- What the exercise asks:
Write the entries out exactly. Any images they hold stay out of the copy.

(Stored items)
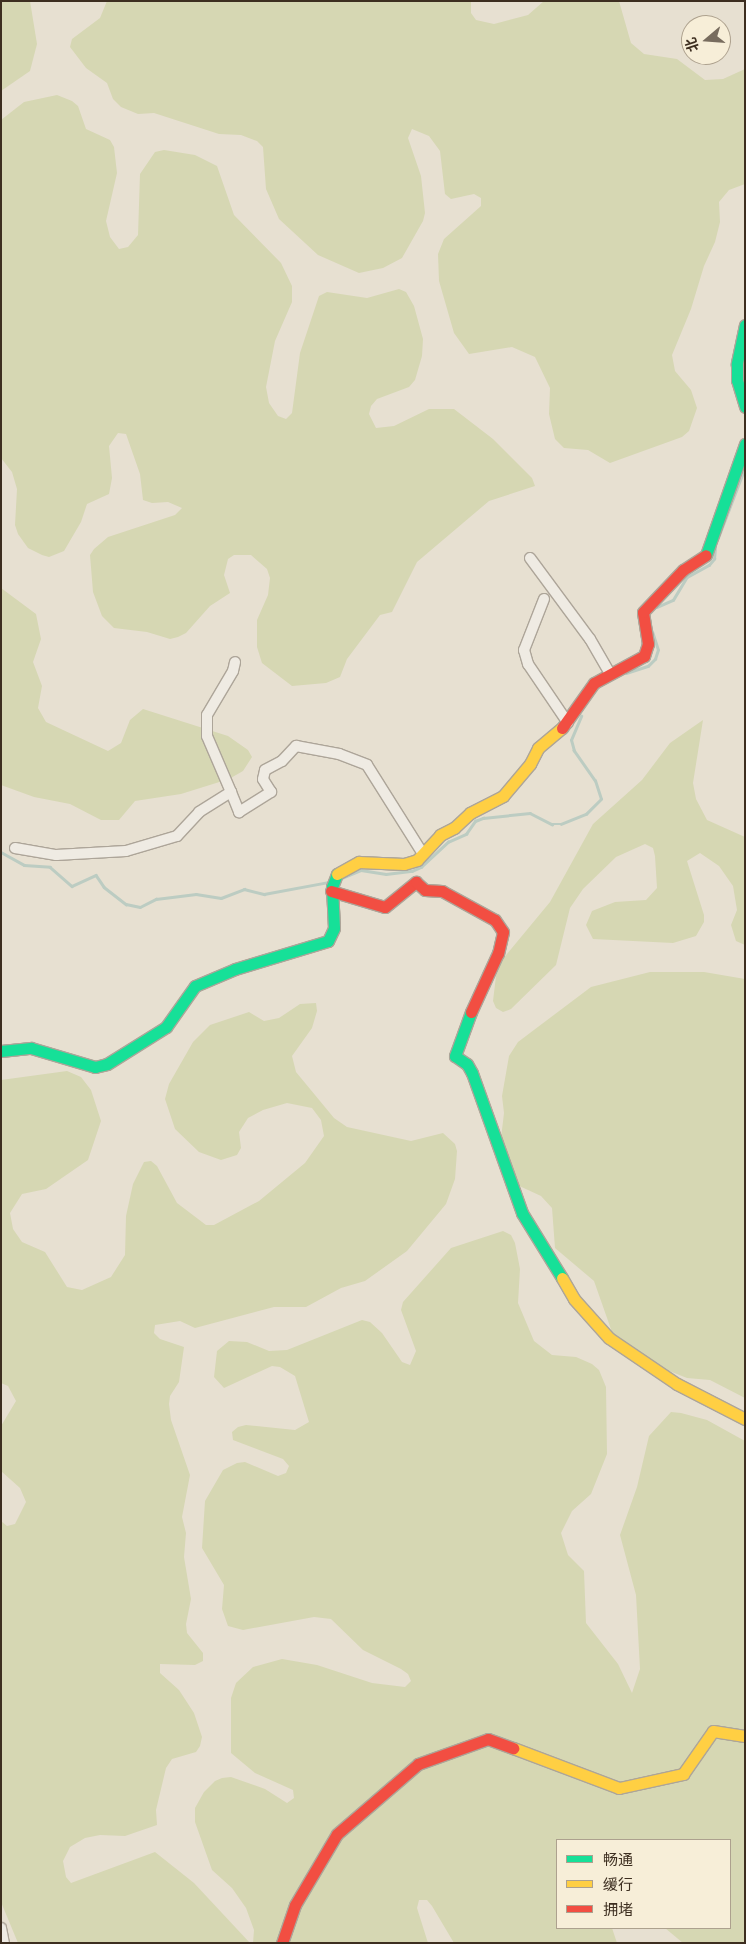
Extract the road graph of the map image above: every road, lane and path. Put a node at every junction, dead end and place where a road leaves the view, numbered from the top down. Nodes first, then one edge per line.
1 (745, 325) edge
2 (745, 407) edge
3 (745, 444) edge
4 (530, 558) dead end
5 (544, 599) dead end
6 (235, 662) dead end
7 (610, 673) junction
8 (568, 723) junction
9 (231, 792) junction
10 (15, 848) dead end
11 (423, 854) junction
12 (332, 884) junction
13 (1, 1051) edge
14 (745, 1419) edge
15 (745, 1736) edge
16 (1, 1928) edge
17 (4, 1943) edge
18 (282, 1943) edge

1 - 2 street
3 - 7 street
4 - 7 street
5 - 8 street
6 - 9 street
7 - 8 street
8 - 11 street
9 - 10 street
9 - 11 street
11 - 12 street
12 - 13 street
12 - 14 street
15 - 18 street
16 - 17 street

- Exercise solution:
Extract the road graph of the map image above: every road, lane and path. Put a node at every junction, dead end and place where a road leaves the view, numbered from the top down. Nodes first, then one edge per line.
1 (745, 325) edge
2 (745, 407) edge
3 (745, 444) edge
4 (530, 558) dead end
5 (544, 599) dead end
6 (235, 662) dead end
7 (610, 673) junction
8 (568, 723) junction
9 (231, 792) junction
10 (15, 848) dead end
11 (423, 854) junction
12 (332, 884) junction
13 (1, 1051) edge
14 (745, 1419) edge
15 (745, 1736) edge
16 (1, 1928) edge
17 (4, 1943) edge
18 (282, 1943) edge

1 - 2 street
3 - 7 street
4 - 7 street
5 - 8 street
6 - 9 street
7 - 8 street
8 - 11 street
9 - 10 street
9 - 11 street
11 - 12 street
12 - 13 street
12 - 14 street
15 - 18 street
16 - 17 street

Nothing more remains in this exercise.